_Your assignment_
Look through the lines below and extract each one that contains "wherever".

BEGIN Extracted data

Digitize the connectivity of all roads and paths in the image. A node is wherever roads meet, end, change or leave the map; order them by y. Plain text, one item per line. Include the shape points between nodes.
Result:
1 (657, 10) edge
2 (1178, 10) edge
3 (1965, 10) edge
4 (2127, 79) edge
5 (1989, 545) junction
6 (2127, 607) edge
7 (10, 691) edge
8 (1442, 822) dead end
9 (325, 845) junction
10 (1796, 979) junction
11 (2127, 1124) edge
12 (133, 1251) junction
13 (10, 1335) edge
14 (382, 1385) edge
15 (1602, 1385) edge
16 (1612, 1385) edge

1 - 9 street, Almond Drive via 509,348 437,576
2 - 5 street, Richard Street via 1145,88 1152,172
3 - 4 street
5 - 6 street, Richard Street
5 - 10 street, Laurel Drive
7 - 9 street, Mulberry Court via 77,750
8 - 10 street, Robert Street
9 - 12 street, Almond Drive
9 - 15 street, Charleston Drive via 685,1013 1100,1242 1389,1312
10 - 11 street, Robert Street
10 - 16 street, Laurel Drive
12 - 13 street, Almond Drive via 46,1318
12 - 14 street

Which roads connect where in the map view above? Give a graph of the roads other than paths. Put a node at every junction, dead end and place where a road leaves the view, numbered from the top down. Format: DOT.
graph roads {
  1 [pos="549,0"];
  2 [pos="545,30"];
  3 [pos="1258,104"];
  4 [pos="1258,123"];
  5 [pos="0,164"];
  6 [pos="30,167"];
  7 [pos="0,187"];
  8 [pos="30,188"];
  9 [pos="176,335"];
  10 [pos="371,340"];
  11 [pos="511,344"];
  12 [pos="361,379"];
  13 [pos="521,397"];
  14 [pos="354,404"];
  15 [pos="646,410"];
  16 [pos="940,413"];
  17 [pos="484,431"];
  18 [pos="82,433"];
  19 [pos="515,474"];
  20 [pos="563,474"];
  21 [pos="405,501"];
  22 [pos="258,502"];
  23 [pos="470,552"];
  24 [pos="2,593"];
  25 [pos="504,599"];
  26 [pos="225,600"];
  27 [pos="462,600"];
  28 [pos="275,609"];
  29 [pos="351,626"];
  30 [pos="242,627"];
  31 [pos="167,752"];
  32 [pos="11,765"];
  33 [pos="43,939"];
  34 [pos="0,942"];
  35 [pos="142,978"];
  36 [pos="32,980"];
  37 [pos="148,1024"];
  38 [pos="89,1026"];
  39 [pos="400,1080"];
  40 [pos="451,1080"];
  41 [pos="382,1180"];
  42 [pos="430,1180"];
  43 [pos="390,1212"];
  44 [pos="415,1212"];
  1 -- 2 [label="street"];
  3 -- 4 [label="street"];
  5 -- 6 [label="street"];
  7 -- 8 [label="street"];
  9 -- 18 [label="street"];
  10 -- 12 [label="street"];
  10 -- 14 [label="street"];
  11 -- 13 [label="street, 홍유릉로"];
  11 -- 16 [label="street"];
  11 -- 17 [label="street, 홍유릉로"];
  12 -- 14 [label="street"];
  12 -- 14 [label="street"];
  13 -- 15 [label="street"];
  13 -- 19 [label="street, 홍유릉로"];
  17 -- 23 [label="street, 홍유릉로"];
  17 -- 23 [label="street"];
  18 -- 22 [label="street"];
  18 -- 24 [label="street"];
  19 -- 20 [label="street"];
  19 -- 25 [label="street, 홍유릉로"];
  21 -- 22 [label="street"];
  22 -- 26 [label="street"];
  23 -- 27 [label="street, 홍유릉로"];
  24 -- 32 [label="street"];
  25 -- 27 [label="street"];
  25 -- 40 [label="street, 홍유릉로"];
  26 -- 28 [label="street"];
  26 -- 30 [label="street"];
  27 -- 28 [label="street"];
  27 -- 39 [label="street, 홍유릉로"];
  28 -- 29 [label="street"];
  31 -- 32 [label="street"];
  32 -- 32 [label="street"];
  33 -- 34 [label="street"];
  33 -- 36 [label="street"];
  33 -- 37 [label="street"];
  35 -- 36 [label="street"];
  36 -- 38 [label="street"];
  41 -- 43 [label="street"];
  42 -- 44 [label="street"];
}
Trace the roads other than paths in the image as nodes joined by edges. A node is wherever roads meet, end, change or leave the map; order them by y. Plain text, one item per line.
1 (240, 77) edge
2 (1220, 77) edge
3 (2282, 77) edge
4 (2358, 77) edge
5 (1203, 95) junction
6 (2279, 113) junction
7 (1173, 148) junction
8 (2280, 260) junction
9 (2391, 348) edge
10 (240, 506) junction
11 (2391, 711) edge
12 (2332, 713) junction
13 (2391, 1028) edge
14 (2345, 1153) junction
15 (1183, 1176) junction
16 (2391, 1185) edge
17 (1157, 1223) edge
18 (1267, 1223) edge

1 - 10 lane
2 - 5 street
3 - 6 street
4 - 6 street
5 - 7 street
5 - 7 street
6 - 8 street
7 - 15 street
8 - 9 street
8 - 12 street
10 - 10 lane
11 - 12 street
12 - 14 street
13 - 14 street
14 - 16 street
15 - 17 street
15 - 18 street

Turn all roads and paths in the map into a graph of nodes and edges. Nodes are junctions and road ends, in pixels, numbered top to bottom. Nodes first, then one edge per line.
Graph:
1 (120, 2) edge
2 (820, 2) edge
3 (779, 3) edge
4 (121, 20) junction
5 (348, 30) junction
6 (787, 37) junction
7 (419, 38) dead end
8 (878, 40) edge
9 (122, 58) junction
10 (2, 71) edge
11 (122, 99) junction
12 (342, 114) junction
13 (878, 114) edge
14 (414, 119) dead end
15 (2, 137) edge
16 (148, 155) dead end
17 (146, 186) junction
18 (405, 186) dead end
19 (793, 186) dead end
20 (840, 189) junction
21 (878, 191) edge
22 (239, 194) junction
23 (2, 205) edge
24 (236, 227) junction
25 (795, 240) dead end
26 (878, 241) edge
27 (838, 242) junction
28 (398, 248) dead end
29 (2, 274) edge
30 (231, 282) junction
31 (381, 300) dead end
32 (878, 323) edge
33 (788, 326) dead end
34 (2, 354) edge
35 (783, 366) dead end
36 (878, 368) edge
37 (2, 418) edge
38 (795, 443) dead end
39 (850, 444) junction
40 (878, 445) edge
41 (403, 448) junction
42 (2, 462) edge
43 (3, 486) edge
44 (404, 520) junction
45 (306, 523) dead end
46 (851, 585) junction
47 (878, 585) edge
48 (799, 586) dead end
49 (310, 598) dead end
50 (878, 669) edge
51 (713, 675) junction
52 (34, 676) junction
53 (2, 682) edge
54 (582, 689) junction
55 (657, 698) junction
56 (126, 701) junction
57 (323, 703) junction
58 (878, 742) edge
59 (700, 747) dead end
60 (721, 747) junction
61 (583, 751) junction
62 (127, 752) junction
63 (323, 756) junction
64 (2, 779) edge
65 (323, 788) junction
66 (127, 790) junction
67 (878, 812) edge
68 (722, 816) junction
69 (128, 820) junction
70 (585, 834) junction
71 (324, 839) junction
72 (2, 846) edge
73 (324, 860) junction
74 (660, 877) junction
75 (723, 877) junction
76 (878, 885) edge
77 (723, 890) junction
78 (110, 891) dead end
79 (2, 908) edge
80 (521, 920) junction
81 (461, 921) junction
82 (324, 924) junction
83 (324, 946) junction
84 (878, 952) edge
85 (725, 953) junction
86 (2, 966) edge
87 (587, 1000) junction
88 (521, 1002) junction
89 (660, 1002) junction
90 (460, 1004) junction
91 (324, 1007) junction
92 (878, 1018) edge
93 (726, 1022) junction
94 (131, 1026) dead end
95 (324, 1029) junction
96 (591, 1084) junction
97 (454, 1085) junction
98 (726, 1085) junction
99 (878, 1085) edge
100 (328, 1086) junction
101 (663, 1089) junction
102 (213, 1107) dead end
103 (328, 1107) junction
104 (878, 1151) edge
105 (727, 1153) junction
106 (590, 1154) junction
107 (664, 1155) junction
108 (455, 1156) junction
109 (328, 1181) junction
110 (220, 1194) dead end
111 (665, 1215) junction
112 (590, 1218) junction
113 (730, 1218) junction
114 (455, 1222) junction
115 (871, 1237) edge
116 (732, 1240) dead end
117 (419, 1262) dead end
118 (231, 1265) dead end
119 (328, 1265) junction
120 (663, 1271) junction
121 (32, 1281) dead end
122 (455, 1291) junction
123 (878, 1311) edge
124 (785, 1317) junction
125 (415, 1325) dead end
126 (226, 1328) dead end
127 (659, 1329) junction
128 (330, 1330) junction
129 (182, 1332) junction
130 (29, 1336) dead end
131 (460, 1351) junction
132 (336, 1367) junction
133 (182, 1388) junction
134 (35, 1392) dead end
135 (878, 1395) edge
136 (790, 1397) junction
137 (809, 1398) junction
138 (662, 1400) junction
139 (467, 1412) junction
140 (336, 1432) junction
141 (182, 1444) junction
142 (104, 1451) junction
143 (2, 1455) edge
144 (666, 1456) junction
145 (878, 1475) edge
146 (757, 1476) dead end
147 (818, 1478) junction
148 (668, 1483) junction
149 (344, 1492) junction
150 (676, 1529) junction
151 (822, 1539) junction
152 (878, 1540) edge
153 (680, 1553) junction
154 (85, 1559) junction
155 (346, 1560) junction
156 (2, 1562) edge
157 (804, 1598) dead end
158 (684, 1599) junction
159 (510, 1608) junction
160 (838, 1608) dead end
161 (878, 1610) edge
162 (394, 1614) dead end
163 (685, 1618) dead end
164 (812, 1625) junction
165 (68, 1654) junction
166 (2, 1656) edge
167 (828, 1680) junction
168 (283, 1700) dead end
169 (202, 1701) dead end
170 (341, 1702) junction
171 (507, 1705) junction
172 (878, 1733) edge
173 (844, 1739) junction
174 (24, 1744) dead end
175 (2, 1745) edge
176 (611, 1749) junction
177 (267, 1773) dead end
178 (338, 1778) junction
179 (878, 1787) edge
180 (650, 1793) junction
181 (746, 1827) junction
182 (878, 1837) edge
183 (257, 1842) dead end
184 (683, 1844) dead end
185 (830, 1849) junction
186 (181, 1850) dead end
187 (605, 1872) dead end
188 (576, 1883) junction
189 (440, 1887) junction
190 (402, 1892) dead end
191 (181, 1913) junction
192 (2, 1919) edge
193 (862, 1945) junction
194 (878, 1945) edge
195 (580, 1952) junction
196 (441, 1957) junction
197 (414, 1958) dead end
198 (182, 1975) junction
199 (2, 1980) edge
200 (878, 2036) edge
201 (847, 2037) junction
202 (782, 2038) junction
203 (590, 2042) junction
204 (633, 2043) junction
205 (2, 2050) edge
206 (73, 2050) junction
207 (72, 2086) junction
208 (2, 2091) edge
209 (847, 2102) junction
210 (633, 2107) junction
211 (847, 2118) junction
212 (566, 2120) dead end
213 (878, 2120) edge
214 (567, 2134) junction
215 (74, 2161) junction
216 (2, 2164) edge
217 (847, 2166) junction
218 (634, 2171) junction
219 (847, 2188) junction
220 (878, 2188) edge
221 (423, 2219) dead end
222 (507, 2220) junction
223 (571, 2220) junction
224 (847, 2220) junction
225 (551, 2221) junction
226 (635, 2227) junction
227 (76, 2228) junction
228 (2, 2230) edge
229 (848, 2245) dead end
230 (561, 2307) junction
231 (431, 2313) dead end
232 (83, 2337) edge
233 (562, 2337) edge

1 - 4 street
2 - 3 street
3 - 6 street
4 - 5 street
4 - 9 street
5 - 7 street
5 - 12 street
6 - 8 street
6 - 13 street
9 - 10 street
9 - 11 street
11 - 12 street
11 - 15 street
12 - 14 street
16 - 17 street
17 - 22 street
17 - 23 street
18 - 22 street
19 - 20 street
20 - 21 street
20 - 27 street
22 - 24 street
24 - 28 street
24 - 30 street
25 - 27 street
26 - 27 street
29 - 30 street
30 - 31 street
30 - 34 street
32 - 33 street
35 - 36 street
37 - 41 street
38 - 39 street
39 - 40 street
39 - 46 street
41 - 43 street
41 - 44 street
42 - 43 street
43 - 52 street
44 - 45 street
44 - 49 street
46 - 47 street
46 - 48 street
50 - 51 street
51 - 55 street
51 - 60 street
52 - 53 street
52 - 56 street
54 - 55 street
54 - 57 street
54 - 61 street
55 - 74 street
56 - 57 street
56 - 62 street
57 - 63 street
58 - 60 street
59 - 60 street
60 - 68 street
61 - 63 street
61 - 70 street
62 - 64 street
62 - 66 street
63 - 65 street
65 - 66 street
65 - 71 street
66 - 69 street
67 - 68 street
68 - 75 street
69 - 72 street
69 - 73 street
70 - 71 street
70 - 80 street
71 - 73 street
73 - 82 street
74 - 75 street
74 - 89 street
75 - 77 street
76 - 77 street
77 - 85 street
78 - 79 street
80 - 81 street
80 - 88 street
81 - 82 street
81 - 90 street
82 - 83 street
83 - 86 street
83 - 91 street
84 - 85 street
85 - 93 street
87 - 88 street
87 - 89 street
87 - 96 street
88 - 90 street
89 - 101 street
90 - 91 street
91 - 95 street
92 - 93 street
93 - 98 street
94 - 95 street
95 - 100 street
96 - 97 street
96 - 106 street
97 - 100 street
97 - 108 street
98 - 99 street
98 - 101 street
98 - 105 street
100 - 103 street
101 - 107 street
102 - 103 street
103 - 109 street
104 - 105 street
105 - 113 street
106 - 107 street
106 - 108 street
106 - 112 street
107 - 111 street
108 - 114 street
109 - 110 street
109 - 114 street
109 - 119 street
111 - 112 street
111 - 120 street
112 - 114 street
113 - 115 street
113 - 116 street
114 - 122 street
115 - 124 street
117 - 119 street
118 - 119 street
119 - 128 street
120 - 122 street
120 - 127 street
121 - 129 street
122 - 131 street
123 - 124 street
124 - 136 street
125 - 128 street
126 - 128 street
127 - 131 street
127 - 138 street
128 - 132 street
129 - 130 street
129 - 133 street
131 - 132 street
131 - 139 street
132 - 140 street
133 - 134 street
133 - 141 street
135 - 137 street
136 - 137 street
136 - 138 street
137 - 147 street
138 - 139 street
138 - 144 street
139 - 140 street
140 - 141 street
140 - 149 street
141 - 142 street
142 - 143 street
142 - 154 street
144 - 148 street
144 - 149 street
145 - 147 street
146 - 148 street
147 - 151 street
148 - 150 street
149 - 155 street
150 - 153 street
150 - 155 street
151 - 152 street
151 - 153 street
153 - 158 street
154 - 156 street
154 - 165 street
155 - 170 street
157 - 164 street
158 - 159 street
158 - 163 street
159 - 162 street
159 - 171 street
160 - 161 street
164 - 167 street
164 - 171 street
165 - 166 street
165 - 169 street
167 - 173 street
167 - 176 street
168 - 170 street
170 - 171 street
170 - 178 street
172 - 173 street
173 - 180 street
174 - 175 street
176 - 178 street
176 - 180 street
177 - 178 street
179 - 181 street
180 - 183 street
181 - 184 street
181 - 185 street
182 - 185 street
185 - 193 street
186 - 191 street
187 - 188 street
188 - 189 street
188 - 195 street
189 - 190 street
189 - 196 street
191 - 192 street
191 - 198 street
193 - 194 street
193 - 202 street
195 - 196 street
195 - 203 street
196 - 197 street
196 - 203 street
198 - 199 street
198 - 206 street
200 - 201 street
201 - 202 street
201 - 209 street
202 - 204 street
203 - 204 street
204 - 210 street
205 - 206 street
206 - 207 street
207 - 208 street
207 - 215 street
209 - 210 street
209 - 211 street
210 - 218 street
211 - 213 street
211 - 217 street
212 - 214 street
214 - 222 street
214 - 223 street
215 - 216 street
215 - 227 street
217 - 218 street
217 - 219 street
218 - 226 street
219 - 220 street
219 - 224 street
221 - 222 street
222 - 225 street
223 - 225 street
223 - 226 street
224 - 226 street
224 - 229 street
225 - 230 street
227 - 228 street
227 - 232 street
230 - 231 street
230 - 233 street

END Extracted data

_Answer for this exercise_
Digitize the connectivity of all roads and paths in the image. A node is wherever roads meet, end, change or leave the map; order them by y. Plain text, one item per line. Include the shape points between nodes.
Trace the roads other than paths in the image as nodes joined by edges. A node is wherever roads meet, end, change or leave the map; order them by y. Plain text, one item per line.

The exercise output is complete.